### YOUR OBJECTIVE
What is needed is an exact copy of the lines from the one containing "Which roads connect" through the last line of the entries below, both included.

### DATA TO PROCESS
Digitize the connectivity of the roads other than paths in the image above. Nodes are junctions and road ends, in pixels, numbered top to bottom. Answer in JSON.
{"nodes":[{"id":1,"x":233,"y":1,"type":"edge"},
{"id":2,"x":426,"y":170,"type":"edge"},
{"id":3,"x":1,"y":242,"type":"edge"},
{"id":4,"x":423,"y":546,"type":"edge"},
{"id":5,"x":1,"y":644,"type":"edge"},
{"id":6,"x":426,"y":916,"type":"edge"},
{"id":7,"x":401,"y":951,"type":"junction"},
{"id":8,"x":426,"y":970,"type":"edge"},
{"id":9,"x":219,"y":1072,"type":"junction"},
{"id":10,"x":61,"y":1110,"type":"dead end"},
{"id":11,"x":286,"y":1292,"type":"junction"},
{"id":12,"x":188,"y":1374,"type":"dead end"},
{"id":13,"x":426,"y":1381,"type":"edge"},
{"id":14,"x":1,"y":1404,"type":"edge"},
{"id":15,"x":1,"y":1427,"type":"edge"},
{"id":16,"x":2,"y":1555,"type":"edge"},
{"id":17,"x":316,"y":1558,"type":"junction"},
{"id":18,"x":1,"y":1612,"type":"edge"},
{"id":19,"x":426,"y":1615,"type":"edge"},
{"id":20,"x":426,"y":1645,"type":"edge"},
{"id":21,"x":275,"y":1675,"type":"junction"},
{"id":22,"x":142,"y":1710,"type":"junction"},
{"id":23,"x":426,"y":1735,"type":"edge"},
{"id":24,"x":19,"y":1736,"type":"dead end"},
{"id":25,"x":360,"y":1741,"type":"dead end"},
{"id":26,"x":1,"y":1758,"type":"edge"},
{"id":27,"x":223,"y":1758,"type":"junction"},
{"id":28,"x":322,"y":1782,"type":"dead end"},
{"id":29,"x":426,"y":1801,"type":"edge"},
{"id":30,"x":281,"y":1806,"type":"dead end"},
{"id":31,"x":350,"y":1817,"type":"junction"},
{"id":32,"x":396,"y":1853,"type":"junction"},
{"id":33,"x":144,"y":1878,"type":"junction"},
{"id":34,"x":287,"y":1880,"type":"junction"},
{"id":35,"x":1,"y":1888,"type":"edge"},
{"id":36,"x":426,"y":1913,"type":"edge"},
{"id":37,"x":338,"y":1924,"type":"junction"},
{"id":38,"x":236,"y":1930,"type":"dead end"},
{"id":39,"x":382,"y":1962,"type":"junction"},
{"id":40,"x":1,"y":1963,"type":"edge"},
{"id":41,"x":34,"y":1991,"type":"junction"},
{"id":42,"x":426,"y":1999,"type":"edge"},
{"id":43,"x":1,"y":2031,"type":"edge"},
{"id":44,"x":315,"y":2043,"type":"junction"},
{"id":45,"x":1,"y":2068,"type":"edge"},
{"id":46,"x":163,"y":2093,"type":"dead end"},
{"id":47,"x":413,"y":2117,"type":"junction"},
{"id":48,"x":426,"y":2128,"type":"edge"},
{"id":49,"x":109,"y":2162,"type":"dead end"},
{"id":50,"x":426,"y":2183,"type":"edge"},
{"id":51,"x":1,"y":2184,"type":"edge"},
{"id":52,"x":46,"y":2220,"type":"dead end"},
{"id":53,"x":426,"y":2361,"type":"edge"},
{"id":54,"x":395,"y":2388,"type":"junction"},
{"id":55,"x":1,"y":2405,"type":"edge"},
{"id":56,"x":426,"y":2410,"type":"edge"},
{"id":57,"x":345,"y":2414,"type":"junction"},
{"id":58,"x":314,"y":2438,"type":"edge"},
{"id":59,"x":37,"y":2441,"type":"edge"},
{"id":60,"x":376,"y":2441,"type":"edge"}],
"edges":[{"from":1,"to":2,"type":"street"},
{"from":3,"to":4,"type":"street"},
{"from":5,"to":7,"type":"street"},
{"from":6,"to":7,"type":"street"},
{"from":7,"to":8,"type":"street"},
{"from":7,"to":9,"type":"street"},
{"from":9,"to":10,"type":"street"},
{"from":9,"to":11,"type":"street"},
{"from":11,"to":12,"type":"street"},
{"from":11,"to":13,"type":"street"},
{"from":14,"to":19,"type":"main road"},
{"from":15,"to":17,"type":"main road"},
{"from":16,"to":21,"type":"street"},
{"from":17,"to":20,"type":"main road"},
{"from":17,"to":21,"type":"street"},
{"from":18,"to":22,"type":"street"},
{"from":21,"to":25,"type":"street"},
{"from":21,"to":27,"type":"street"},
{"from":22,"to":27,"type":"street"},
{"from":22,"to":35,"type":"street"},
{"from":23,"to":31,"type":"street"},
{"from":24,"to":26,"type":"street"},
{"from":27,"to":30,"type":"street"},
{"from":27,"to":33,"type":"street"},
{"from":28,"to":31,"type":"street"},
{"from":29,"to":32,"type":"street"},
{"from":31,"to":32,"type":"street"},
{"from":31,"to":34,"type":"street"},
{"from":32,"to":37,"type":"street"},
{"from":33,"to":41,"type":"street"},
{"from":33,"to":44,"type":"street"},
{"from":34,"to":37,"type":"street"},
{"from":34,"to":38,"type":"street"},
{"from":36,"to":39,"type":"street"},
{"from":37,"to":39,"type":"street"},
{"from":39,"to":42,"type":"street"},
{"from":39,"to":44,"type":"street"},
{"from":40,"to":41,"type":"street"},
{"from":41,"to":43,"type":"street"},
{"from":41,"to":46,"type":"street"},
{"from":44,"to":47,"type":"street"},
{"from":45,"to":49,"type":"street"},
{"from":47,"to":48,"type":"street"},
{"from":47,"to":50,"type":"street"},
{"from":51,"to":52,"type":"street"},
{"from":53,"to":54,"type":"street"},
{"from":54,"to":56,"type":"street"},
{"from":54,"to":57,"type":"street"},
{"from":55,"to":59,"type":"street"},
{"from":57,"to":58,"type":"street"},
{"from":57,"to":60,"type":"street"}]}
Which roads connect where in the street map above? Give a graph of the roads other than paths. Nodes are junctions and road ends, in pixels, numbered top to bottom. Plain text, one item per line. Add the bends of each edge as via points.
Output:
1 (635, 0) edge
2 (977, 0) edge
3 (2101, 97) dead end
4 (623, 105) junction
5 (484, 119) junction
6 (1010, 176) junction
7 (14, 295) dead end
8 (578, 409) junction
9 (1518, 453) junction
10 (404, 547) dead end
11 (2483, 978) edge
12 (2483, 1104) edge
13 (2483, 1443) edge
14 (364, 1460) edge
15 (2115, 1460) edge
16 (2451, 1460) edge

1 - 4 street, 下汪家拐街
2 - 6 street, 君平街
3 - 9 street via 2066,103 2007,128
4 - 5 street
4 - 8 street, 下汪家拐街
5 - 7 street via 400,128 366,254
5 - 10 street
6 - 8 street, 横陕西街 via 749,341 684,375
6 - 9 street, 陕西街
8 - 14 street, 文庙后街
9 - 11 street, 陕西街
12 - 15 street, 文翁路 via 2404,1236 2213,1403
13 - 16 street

### RESULT BELOW
Which roads connect where in the street map above? Give a graph of the roads other than paths. Nodes are junctions and road ends, in pixels, numbered top to bottom. Plain text, one item per line. Add the bends of each edge as via points.
Output:
1 (635, 0) edge
2 (977, 0) edge
3 (2101, 97) dead end
4 (623, 105) junction
5 (484, 119) junction
6 (1010, 176) junction
7 (14, 295) dead end
8 (578, 409) junction
9 (1518, 453) junction
10 (404, 547) dead end
11 (2483, 978) edge
12 (2483, 1104) edge
13 (2483, 1443) edge
14 (364, 1460) edge
15 (2115, 1460) edge
16 (2451, 1460) edge

1 - 4 street, 下汪家拐街
2 - 6 street, 君平街
3 - 9 street via 2066,103 2007,128
4 - 5 street
4 - 8 street, 下汪家拐街
5 - 7 street via 400,128 366,254
5 - 10 street
6 - 8 street, 横陕西街 via 749,341 684,375
6 - 9 street, 陕西街
8 - 14 street, 文庙后街
9 - 11 street, 陕西街
12 - 15 street, 文翁路 via 2404,1236 2213,1403
13 - 16 street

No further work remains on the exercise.